Prime Minister, Dr Andrew Holness says that during the next iteration of the New Social Housing Programme (NSHP) the Government will be focused on providing more cost-effective units that are easier to build.
He said that the units will be “robust enough to withstand our weather and environmental conditions”.
Dr Holness, who was addressing the ceremony for the handing over of a two-bedroom unit to Shirley and Calvin Swaby in Fullerton Park, St Ann on Thursday, outlined plans to shorten the construction time of the units by using pre-built solutions that can be placed on a foundation.
“They’ll still be strong, robust, but the prefabricated housing solutions, the technology is now far advanced for us to be able to deploy a one-bedroom or a two-bedroom solution quite easily,” he noted.
“So, they are constructed in a factory, they are put on a trailer, and they are brought to the location. A small crane puts them in place, assembles them, and within a matter of a week or two, you have a house ready to occupy.

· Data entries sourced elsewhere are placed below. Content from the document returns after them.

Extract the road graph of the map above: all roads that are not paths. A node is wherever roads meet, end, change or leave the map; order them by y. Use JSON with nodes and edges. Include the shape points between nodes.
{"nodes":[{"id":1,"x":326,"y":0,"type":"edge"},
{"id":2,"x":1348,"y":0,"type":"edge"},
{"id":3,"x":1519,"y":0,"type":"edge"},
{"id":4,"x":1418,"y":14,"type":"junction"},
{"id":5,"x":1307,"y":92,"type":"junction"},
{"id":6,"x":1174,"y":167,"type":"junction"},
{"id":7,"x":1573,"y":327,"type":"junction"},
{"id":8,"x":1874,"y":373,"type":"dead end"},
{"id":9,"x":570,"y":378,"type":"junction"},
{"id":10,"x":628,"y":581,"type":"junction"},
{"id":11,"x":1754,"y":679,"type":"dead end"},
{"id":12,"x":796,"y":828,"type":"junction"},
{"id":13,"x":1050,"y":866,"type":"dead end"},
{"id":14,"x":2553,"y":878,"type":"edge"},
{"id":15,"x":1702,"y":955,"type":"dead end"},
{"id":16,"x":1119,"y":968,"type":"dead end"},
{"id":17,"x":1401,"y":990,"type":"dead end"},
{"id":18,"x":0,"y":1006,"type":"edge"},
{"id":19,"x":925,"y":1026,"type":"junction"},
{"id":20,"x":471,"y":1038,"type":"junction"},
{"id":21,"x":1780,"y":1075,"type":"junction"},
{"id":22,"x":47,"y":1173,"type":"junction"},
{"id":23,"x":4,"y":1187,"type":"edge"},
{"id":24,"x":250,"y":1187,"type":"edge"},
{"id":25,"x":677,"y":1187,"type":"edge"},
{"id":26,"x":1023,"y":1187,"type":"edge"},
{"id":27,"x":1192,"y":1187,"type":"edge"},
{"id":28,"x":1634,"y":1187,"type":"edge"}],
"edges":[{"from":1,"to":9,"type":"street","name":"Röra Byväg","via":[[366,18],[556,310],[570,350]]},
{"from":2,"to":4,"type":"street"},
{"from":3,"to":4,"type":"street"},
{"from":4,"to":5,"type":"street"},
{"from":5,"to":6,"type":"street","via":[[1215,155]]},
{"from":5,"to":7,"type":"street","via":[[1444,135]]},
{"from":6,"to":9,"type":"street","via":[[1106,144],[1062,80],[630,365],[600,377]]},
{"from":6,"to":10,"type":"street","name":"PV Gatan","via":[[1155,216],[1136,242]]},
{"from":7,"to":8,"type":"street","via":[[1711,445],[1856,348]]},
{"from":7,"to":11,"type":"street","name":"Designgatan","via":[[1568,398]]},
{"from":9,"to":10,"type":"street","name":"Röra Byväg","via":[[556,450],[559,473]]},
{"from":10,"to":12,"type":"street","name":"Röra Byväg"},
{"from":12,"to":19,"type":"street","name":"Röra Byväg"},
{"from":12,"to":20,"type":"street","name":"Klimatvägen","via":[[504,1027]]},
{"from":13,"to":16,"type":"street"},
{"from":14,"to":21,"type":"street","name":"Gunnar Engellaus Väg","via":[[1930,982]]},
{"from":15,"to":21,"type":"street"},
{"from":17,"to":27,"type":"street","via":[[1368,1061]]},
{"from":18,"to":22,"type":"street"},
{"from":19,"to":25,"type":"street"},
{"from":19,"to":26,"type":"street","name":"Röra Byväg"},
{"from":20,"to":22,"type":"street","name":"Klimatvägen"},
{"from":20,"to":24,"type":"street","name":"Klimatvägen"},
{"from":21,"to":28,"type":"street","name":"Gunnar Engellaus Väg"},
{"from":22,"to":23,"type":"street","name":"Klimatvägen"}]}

That is the direction in which we will probably have to go because the time it takes for construction, in addition to the administrative time, procurement time, and the compliance time, does elongate the process,” he pointed out.
Meanwhile, Minister of State in the Ministry of Finance and the Public Service, Zavia Mayne, who is also Member of Parliament for St Ann South West, informed that Swaby and her husband Calvin had lived in an abandoned teacher’s cottage in Alexandria in the parish before being served notice.
Swaby, whose husband is visually impaired, expressed gratitude to the prime minister and Mayne for their part in providing them with safe shelter, noting that their lives have been transformed.